EA010167B1 - Internal cooling of electrolytic smelting cell - Google Patents

Abstract

An electrolytic cell (10) for the production of metal by electrolytic reduction of a metal bearing material dissolved in a molten bath, the cell including a shell (12), and a lining on the interior of the shell, the lining including a bottom cathode lining and a side wall lining including a plurality of fluid ducts positioned against the interior surface of the shell for conducting fluid there through, the fluid ducts (26) extending along the sides of the shell, and communicating with pump means to flow fluid through the fluid ducts (26).

Description

FIELD OF THE INVENTION

The present invention relates to an electrolyzer for the production of aluminum and, in particular, to a device and method for maintaining and controlling heat flow through the side wall of an electrolyzer.

State of the art

Electrolyzers for aluminum production contain an electrolysis bath with a cathode and anode, usually made of many pre-fired carbon blocks. Alumina is fed into a cryolite bath in which this alumina dissolves. During the electrolysis process, aluminum is produced at the cathode and forms a layer of molten aluminum at the bottom (bottom) of the electrolysis bath, while the cryolite bath floats on top of this aluminum layer. Oxygen is produced at the anodes, causing them to be consumed by forming gaseous carbon monoxide and carbon dioxide. The operating temperature of the cryolite bath is usually in the range of 930 to about 970 ° C.

The electrolysis bath consists of an external steel casing with carbon cathode blocks located on a layer of insulating and refractory material along the bottom of the bath.
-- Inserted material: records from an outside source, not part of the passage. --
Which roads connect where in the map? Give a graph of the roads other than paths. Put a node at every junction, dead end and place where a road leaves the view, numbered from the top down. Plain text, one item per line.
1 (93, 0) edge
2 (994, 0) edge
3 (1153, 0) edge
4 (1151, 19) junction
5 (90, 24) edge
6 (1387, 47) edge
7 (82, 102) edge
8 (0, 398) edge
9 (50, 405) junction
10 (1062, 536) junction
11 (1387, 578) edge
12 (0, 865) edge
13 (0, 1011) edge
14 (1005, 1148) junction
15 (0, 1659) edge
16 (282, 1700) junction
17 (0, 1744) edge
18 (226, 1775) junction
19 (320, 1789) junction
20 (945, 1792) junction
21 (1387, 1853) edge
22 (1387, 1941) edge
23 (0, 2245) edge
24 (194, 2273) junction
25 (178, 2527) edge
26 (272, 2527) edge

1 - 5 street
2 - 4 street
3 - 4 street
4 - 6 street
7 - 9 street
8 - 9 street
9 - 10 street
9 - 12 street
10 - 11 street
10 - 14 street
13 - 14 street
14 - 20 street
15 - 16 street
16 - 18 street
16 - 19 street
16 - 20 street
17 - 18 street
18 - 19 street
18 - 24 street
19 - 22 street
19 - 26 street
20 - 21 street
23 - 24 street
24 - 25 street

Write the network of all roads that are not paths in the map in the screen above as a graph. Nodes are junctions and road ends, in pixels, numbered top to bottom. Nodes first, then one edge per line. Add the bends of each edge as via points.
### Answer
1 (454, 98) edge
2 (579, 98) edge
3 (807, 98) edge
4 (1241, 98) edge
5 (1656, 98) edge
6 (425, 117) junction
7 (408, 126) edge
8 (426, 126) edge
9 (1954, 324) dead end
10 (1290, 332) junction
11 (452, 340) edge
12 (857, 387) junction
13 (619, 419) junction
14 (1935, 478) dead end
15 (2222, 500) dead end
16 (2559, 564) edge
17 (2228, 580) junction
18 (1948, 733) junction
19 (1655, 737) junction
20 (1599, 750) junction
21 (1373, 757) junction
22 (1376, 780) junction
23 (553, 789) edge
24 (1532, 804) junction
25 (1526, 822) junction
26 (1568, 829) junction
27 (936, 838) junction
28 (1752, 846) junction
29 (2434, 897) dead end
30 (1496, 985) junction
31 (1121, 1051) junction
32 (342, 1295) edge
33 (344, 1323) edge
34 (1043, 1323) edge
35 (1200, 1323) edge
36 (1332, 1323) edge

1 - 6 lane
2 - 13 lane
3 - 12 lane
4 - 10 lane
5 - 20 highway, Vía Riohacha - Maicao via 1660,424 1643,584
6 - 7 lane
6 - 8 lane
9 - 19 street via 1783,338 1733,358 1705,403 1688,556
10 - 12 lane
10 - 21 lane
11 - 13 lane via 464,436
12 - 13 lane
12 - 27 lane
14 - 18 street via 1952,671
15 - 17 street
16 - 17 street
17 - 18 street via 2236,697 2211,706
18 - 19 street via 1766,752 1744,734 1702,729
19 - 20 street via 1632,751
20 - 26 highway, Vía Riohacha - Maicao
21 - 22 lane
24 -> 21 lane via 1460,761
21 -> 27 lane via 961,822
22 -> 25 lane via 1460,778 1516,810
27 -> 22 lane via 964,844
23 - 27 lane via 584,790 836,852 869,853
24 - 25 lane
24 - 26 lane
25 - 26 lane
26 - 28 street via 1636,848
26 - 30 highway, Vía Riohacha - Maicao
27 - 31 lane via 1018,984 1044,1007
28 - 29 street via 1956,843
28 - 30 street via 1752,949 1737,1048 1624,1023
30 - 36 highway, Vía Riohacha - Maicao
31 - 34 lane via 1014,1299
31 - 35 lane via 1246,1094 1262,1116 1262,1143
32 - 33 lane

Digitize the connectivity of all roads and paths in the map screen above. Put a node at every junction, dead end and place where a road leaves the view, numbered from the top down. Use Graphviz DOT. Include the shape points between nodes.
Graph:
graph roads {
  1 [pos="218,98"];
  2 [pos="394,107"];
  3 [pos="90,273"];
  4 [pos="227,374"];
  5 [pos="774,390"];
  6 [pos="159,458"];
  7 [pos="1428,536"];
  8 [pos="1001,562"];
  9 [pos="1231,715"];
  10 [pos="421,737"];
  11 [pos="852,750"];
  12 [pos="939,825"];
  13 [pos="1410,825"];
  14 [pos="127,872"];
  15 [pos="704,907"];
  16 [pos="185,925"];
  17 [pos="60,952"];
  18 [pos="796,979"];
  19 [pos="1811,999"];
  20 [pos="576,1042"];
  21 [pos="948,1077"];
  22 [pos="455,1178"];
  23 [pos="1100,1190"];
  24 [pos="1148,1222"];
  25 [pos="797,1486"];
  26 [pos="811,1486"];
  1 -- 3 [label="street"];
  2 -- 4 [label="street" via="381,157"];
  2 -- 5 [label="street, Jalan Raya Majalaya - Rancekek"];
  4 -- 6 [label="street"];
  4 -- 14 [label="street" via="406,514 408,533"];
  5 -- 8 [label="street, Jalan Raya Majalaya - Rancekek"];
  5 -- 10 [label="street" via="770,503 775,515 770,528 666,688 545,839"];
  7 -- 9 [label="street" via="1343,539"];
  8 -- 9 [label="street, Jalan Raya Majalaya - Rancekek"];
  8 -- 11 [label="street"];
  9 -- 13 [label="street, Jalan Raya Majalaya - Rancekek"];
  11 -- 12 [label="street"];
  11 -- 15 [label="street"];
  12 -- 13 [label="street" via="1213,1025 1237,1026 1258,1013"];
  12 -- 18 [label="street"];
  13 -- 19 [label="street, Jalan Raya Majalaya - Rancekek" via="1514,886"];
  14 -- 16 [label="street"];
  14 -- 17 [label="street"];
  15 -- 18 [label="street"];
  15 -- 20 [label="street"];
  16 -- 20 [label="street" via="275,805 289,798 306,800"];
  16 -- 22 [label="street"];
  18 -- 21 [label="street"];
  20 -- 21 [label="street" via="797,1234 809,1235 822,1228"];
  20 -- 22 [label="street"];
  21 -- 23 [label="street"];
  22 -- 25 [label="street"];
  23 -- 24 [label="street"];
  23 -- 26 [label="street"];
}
These carbon cathode blocks are connected to the busbars by collector rods and flexible aluminum conductors. Although the exact design of the side walls is changing, in any case, close to the steel casing, a lining is provided containing a combination of carbon blocks and a refractory material.

During operation of the cell on the side walls of the electrolysis bath, a crust or crust forms from the frozen electrolyte bath. Although the thickness of this layer may change during the operation of the cell, the formation of this crust is critical to the operation of the cell. If the crust becomes too thick, this will affect the operation of the cell, since the crust will grow on the cathode and disrupt the distribution of the cathode current acting on the magnetic field. On the other hand, if the layer of the solidified bath becomes too thin or completely absent in some places, the electrolyte bath will have an aggressive effect on the side lining of the electrolysis bath, which will ultimately lead to the destruction of this side lining. If the aggressive effect on the side lining reaches such an extent that the electrolyte bath will act on the side walls (sides) of the steel casing, then the electrolyzer should be turned off due to the risk of metal and the electrolyte bath leaking from the electrolyzer.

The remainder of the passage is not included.